Solo han estado aquí por meses, pero aún no la han decepcionado.
Además, solo se trata de revelar su rostro.
Puede ser beneficioso que ellos sepan quién es su Maestra. Para evitar que alguien intente hacerse pasar por ella.
Así que una vez más, Song Jia se quitó el velo y esta vez, reveló su rostro.
Suspiros resonaron en la sala.
—Déjenme ver… déjenme ver… —dijeron las personas en la parte de atrás.
—Woooooow —dijeron los hombres del frente.
Incluso los corazones de las mujeres se aceleraron y sintieron sus mejillas enrojecer.
Uno de los residentes no pudo evitar exclamar:
—¡¡¡¡¡UNA DIOSA!!!!!
Y procedió a arrodillarse frente a Song Jia. —Saludo a la Diosa… ah… Señorita Song Jia.
Song Jia no pudo evitar reírse de lo ridículo que se veía el hombre. Era como un superfan de un ídolo.
Cuando los demás vieron esto, fue como si se desatara una competencia y rápidamente se arrodillaron junto al hombre y también le dieron sus saludos, chocando entre sí en el proceso.

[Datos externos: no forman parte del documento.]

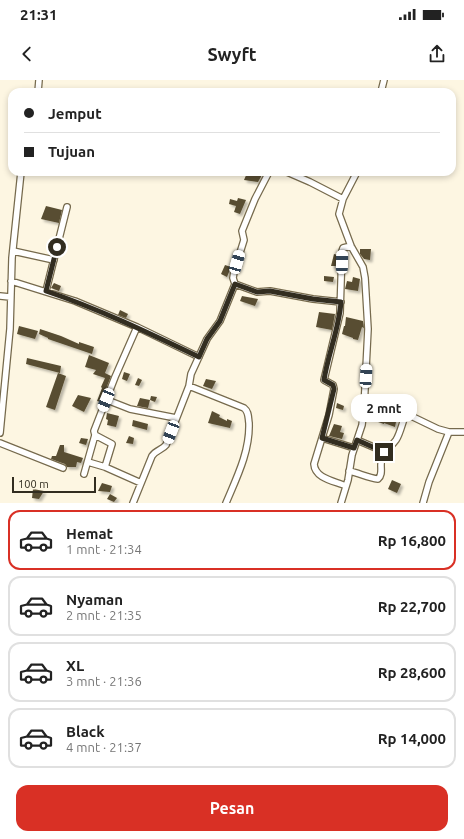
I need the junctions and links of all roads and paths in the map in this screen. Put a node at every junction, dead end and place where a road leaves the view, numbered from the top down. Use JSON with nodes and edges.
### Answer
{"nodes":[{"id":1,"x":21,"y":176,"type":"edge"},
{"id":2,"x":267,"y":176,"type":"edge"},
{"id":3,"x":297,"y":176,"type":"edge"},
{"id":4,"x":355,"y":176,"type":"edge"},
{"id":5,"x":343,"y":199,"type":"junction"},
{"id":6,"x":67,"y":207,"type":"dead end"},
{"id":7,"x":351,"y":246,"type":"junction"},
{"id":8,"x":13,"y":251,"type":"junction"},
{"id":9,"x":54,"y":260,"type":"junction"},
{"id":10,"x":11,"y":281,"type":"junction"},
{"id":11,"x":235,"y":284,"type":"junction"},
{"id":12,"x":46,"y":291,"type":"junction"},
{"id":13,"x":0,"y":296,"type":"edge"},
{"id":14,"x":10,"y":296,"type":"junction"},
{"id":15,"x":341,"y":302,"type":"junction"},
{"id":16,"x":137,"y":327,"type":"junction"},
{"id":17,"x":199,"y":357,"type":"junction"},
{"id":18,"x":189,"y":386,"type":"junction"},
{"id":19,"x":106,"y":400,"type":"junction"},
{"id":20,"x":176,"y":418,"type":"junction"},
{"id":21,"x":450,"y":432,"type":"junction"},
{"id":22,"x":464,"y":432,"type":"edge"},
{"id":23,"x":0,"y":433,"type":"edge"},
{"id":24,"x":95,"y":435,"type":"junction"},
{"id":25,"x":322,"y":438,"type":"junction"},
{"id":26,"x":357,"y":440,"type":"junction"},
{"id":27,"x":0,"y":443,"type":"edge"},
{"id":28,"x":354,"y":448,"type":"junction"},
{"id":29,"x":384,"y":452,"type":"junction"},
{"id":30,"x":88,"y":462,"type":"junction"},
{"id":31,"x":105,"y":467,"type":"junction"},
{"id":32,"x":63,"y":468,"type":"dead end"},
{"id":33,"x":349,"y":471,"type":"junction"},
{"id":34,"x":84,"y":474,"type":"dead end"},
{"id":35,"x":141,"y":483,"type":"junction"},
{"id":36,"x":346,"y":486,"type":"junction"},
{"id":37,"x":133,"y":503,"type":"edge"},
{"id":38,"x":226,"y":503,"type":"edge"},
{"id":39,"x":341,"y":503,"type":"edge"},
{"id":40,"x":423,"y":503,"type":"edge"}],
"edges":[{"from":1,"to":8,"type":"street"},
{"from":2,"to":11,"type":"street"},
{"from":3,"to":5,"type":"street"},
{"from":4,"to":5,"type":"street"},
{"from":5,"to":7,"type":"street"},
{"from":6,"to":9,"type":"street"},
{"from":7,"to":15,"type":"street"},
{"from":7,"to":26,"type":"street"},
{"from":8,"to":9,"type":"street"},
{"from":8,"to":10,"type":"street"},
{"from":9,"to":12,"type":"street"},
{"from":10,"to":12,"type":"street"},
{"from":10,"to":14,"type":"street"},
{"from":11,"to":15,"type":"street"},
{"from":11,"to":17,"type":"street"},
{"from":12,"to":16,"type":"street"},
{"from":13,"to":14,"type":"street"},
{"from":14,"to":23,"type":"street"},
{"from":15,"to":25,"type":"street"},
{"from":16,"to":17,"type":"street"},
{"from":16,"to":19,"type":"street"},
{"from":17,"to":18,"type":"street"},
{"from":18,"to":20,"type":"street"},
{"from":18,"to":38,"type":"street"},
{"from":19,"to":20,"type":"street"},
{"from":19,"to":24,"type":"street"},
{"from":20,"to":35,"type":"street"},
{"from":21,"to":22,"type":"street"},
{"from":21,"to":29,"type":"street"},
{"from":21,"to":40,"type":"street"},
{"from":24,"to":30,"type":"street"},
{"from":24,"to":31,"type":"street"},
{"from":25,"to":28,"type":"street"},
{"from":25,"to":36,"type":"street"},
{"from":26,"to":28,"type":"street"},
{"from":26,"to":29,"type":"street"},
{"from":27,"to":32,"type":"street"},
{"from":28,"to":33,"type":"street"},
{"from":29,"to":33,"type":"street"},
{"from":30,"to":31,"type":"street"},
{"from":30,"to":34,"type":"street"},
{"from":31,"to":35,"type":"street"},
{"from":33,"to":36,"type":"street"},
{"from":35,"to":37,"type":"street"},
{"from":36,"to":39,"type":"street"}]}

Se volvió caótico cuando las mujeres se unieron y también quisieron admirarla.
Las mujeres deseaban tener hijas tan hermosas como ella.
Y las jóvenes deseaban tener aunque fuera una cuarta parte de su belleza.
Lu Ping había esbozado una sonrisa cuando vio a la Señorita Jia mostrar su rostro. Pero ahora que los demás comenzaban a amontonarse frente a Song Jia, se interpuso delante de su Señorita, poniendo distancia de la multitud.
—Basta —Song Jia pronunció en voz baja.
No necesitó gritar para ser escuchada. Su voz llegó a cada oído en la sala mientras todos sentían su poderosa aura.
Fue suficiente para hacer que todos detuvieran sus movimientos.
Los ojos del General Song Qing, Song Xia y Song Huo se ensancharon.
Podían ver que ella se estaba conteniendo para que ninguno de los residentes resultara herido.
Especialmente porque Liling, la niña pequeña, estaba en la habitación.
Song Jia retiró su aura inmediatamente.
Suspiros resonaron en la habitación.
Esta vez, se levantaron silenciosamente y sus mejillas se enrojecieron de vergüenza. Acababan de hacer el ridículo frente a su Maestra.
—Pueden irse —dijo ella.
Bai Ju guió a todos hacia afuera.
Wan Yan los siguió también.
Una vez que estuvieron afuera, llamó la atención de todos.
—Recuerden no contarle esto a nadie —les dijo.
—Sí… lo sabemos…
—¡Sí… por supuesto! Juré mantener su secreto —así que si este es uno de ellos, lo guardaré.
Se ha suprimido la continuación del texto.